We’re talking about water bugs for this week’s Aquatic Macroinvertebrates themed nature kit. Aquatic macroinvertebrates—“macros” for short—are tiny water creatures that do not have a backbone and are large enough to see with the naked eye. Some are aquatic worms, crustrasians, or animals with a shell, like snails. Many others are the young stage of insects you are probably familiar with, like the dragonfly. From freshwater to saltwater and streams to ponds, each water habitat is called home by a unique variety of macros. These critters might be small, but they play an important part maintaining the health of the exosystem.
Activity #1: Macro ID
When you find a macro in the wild, you will probably want to identify it. The tool we use to identify macros is called a dichotomous key. This key works by asking you a second question that will slowly help narrow down the possibilities until you are able to identify the specific macro you have found. Give it a try!

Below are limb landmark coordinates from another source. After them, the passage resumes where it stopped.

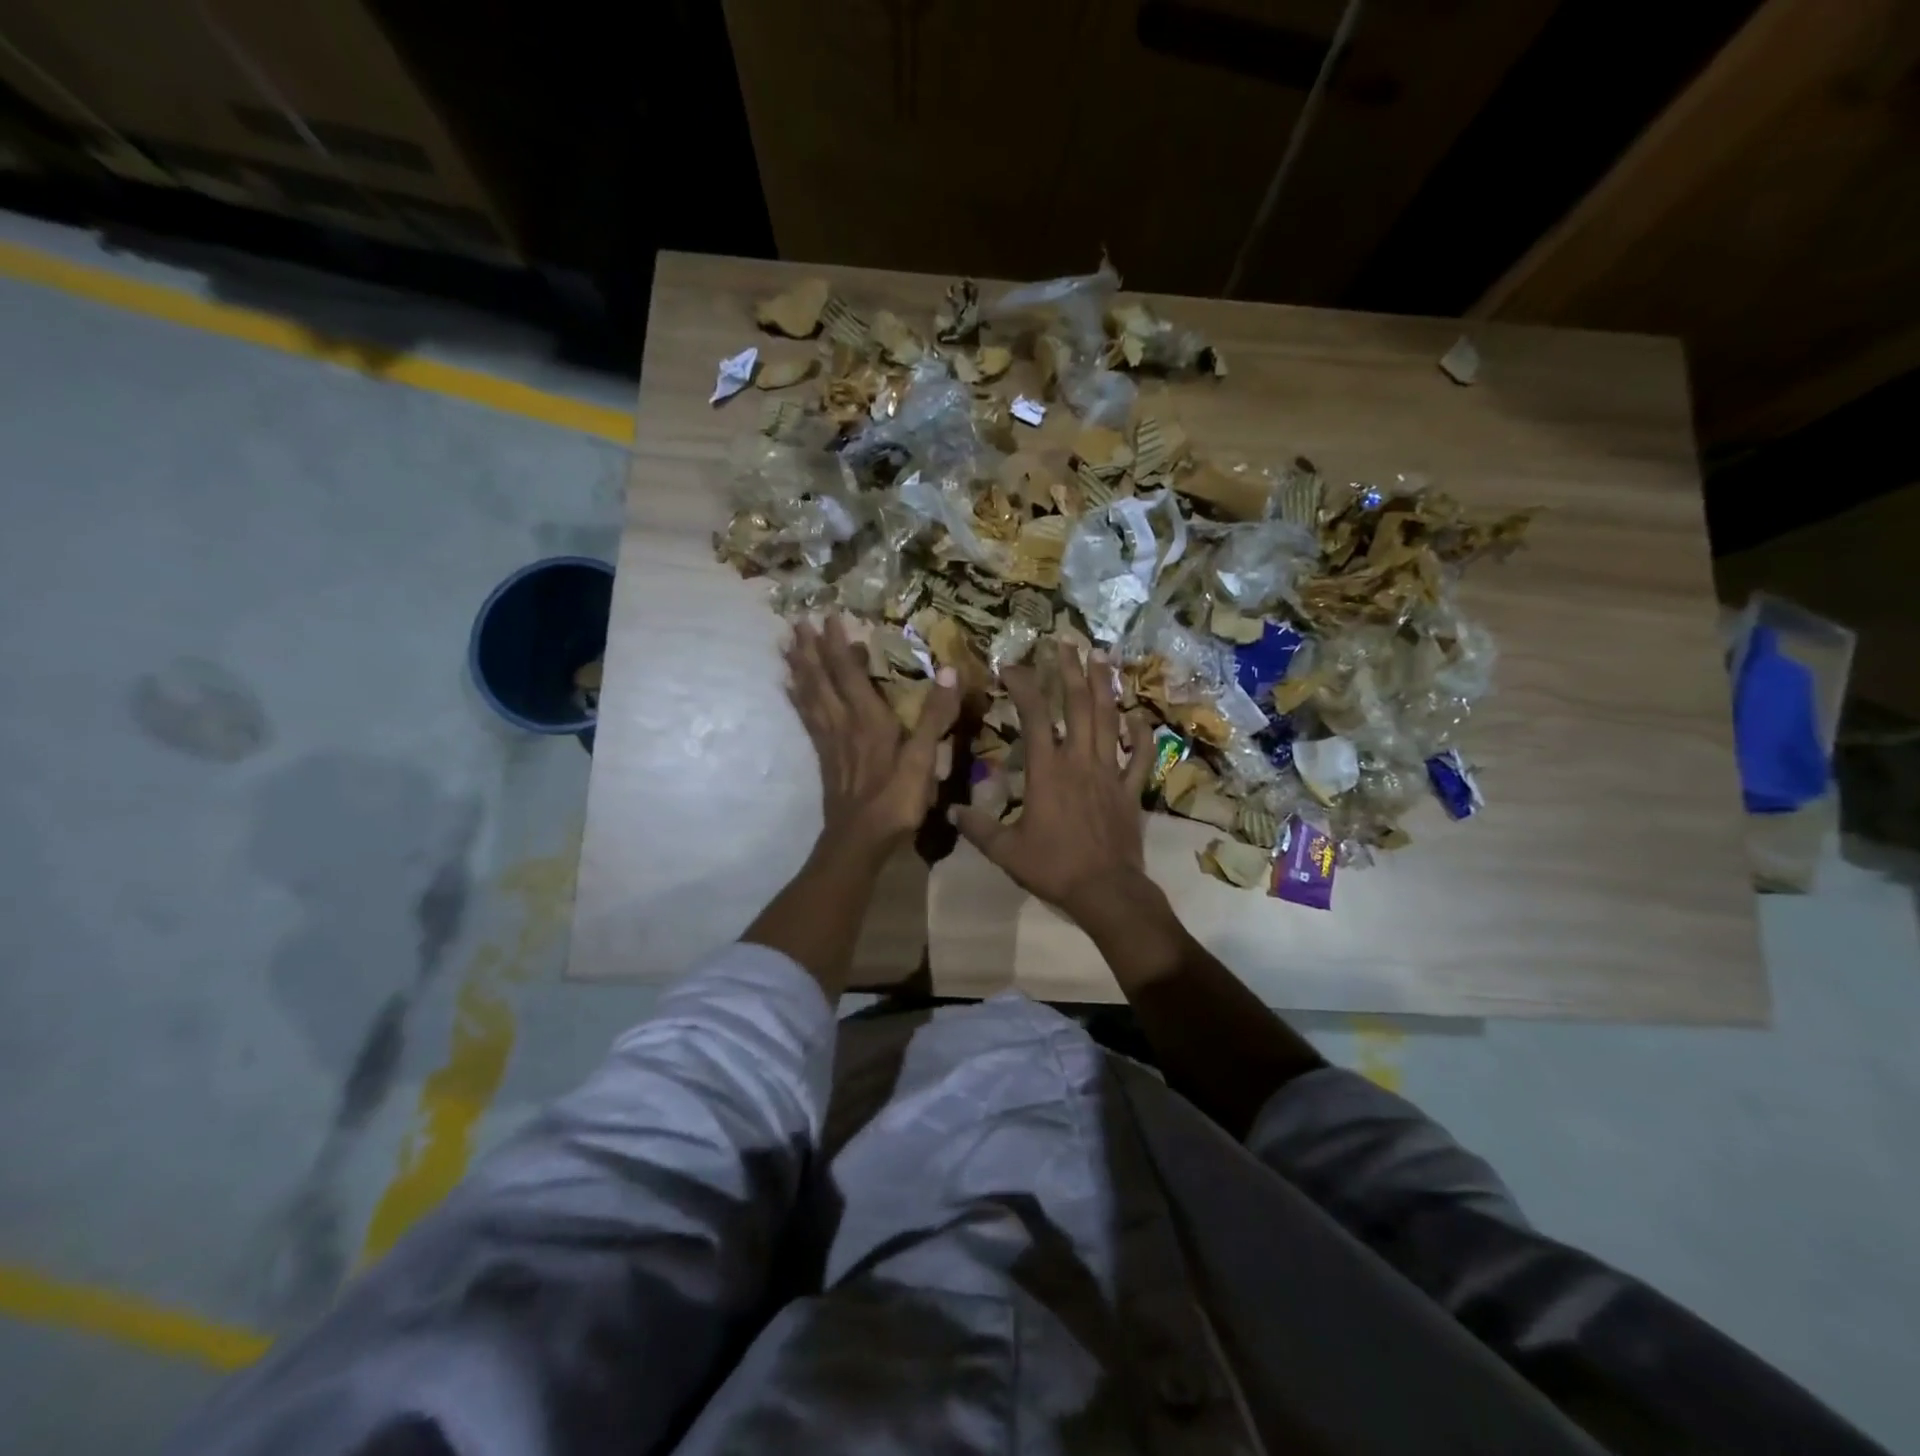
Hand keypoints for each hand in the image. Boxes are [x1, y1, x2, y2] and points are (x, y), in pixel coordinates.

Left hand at [785, 615, 959, 855]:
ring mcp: (830, 741)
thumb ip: (935, 715)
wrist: (859, 841)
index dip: (838, 644)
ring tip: (786, 646)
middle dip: (810, 649)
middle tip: (796, 622)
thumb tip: (950, 671)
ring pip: (809, 696)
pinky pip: (807, 719)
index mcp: (868, 719)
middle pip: (821, 679)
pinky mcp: (824, 757)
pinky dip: (797, 700)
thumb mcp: (924, 759)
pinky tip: (790, 689)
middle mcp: (843, 722)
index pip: (849, 672)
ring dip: (799, 669)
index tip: (829, 616)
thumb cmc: (896, 800)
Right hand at [954, 643, 1155, 924]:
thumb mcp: (1006, 850)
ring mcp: (1110, 772)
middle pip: (1077, 705)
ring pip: (1109, 720)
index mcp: (1047, 770)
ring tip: (1102, 657)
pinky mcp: (1131, 790)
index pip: (1034, 715)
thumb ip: (978, 828)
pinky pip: (1141, 756)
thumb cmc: (1053, 867)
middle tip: (1066, 642)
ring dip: (1105, 686)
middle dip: (1070, 670)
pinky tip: (1138, 716)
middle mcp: (1080, 761)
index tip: (1010, 666)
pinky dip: (1141, 734)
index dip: (1023, 685)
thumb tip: (951, 811)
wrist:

- Use the dichotomous key linked here to identify the macros below.
- Scroll to the bottom of the post to see if you identified them correctly.
Activity #2: Make Your Own Dichotomous Key
Materials Needed: 10 items in a similar category (details below); pencil; paper
- Start by deciding what you want to categorize. You’ll need to be pretty familiar with your items since the end goal is to be able to identify them. Consider using familiar plants or insects you can find in your yard, or even sort something in your home, like kitchen tools or your stuffed animal collection. Get creative!
- Set out your items. I would suggest about 10 items. (If you’re using natural items, you don’t need to collect/pick them, but it does make the activity easier to be able to see them all at once.)
- Take a few minutes to make some observations about the items. Ask:
- What makes them similar?
- What makes them different?
- Do I notice any similarities among several of my items?
- Does any one item really stand out from the rest?
- Now you’re ready to start making your key. Begin by deciding what 2 main groups you could break your items into. Every item needs to fit into one of these two groups, so they should be pretty broad. To use stuffed animals as an example, maybe you could split them up into big & little or real & imaginary.
- Now pick one of those groups to focus on. In this group, are there 2 or 3 smaller groups you could break your items into?
- Keep going. Continue this process of breaking the items into smaller and smaller groups until each item is named specifically. (If you feel stuck, you can peak at the example below.)
- Ask a family member to test it out! Give them a single item and ask them to follow your key to see if they can identify the item you gave them.